Antes de morir, en la Última Cena, el Señor Jesús instituyó la Eucaristía, un tesoro inagotable. En aquella primera misa Jesús ofreció a Dios Padre su Cuerpo y su Sangre bajo las especies del pan y del vino y los entregó a los apóstoles, mandándoles que ellos y sus sucesores en el sacerdocio también lo ofreciesen.
Así lo contemplamos en el Evangelio de estos días que vienen, y sintetizan el llamado «Discurso del Pan de Vida», en el Evangelio de San Juan. “Yo vivo por el Padre –dijo el Señor— y el que me coma vivirá por mi” (Jn 6,58). Este discurso comienza con la escena de la multiplicación de los panes y los peces, que «prefiguran la sobreabundancia de este único pan de Su eucaristía» (Catecismo de la Iglesia, n. 1335). El Señor en la Última Cena inaugura una multiplicación de los panes que llega hasta nosotros hoy y a lo largo de la historia para dar la vida al mundo. Por ello Jesús, que nos sirve hasta llegar a hacerse comida, nuestro alimento cotidiano, nos enseñó a pedir: “danos hoy nuestro pan de cada día”

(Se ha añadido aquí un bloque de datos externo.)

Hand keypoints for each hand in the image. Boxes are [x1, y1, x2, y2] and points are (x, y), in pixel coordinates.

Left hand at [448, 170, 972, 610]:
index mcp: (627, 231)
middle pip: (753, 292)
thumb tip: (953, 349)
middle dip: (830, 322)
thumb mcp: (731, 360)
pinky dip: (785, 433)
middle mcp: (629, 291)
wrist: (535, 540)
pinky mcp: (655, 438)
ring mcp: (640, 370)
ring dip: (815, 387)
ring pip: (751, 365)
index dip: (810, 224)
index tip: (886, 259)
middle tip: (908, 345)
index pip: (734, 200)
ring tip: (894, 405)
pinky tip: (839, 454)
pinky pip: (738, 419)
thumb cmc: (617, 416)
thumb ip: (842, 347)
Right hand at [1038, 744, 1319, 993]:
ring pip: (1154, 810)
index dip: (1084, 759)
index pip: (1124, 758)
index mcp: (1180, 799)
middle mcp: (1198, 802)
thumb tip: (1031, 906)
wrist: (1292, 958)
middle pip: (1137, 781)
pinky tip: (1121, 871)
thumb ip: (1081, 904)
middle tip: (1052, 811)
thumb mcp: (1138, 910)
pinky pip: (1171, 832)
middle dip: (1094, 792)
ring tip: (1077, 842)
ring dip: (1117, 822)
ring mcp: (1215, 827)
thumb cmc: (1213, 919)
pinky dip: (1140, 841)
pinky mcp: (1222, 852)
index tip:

Él no nos ha dejado solos. Ha querido permanecer realmente en las especies consagradas del pan y el vino y hacernos partícipes cada día de su vida resucitada, la vida eterna que realmente llena el corazón ya en la tierra, y en plenitud cuando nos encontremos con Él al final. Nada hay en este mundo que sacie nuestro corazón de manera mínimamente comparable: “Yo soy el Pan de Vida, el que viene a mí no pasará hambre, y el que cree en mí no pasará nunca sed.” (Jn 6, 35); ¡sólo Jesús!, que se nos entrega verdaderamente, es el alimento que no perece: «Mi carne es verdadera comida, y mi sangre es verdadera bebida» (6, 51).
La celebración de la Eucaristía cada ocho días, cada “primer día” de la semana, no es un invento de la iglesia, es “una tradición apostólica que trae su origen del día mismo de la Resurrección de Cristo”, algo profundamente enraizado en el corazón de nuestra fe: Cristo Resucitado. Los apóstoles estuvieron con Él, les mostró sus manos y costado, les explicó las Escrituras, les hizo donación de su Espíritu, partió el pan y los envía. Por todo ello “en este día, los fieles deben reunirse a fin de que, escuchando la Palabra de Dios y participando en la Eucaristía, recuerden la Pasión, la Resurrección y la Gloria del Señor Jesús y den gracias a Dios” (SC 103). Así ha sido en los muchos siglos de la historia de la iglesia.
La comunión con el Cuerpo y la Sangre de Cristo hace realidad en nosotros el don de la Caridad, por la fuerza de Su muerte y resurrección en nosotros, quedando verdaderamente transformados. Se nos ha dado en la eucaristía, su Cuerpo vivo, entregado, para que nosotros también le demos nuestro cuerpo, y su sacrificio traspase los límites de la Iglesia, y para estar presente en las diversas formas de servicio al hombre y al mundo.
En este momento de confinamiento, vivamos con amor la eucaristía a través de la comunión espiritual, en el anhelo de pronto volver a participar en nuestras parroquias del mayor regalo que el Señor nos ha hecho. Que en este extraño tiempo en que no podemos comulgar se acreciente en nosotros el deseo de recibir siempre al Señor, el propósito de buscarle siempre en la Eucaristía sin despreciar nunca este sustento. Que la tristeza de no comulgar hoy se una al dolor de haberlo despreciado cuando si estaba a nuestro alcance. La Eucaristía es nuestro mayor tesoro, el mejor de los regalos que Jesús nos entregó para quedarse para siempre con nosotros, para unirse a nosotros en la comunión y que viniésemos a ser con Él una misma cosa. Jesús nunca nos deja solos, nos alimenta y fortalece. Lo llamamos sacramento de amor ¿qué mas nos podría dar el “amor de los amores” que su vida en nosotros para vivir, amar, luchar, sufrir, darnos?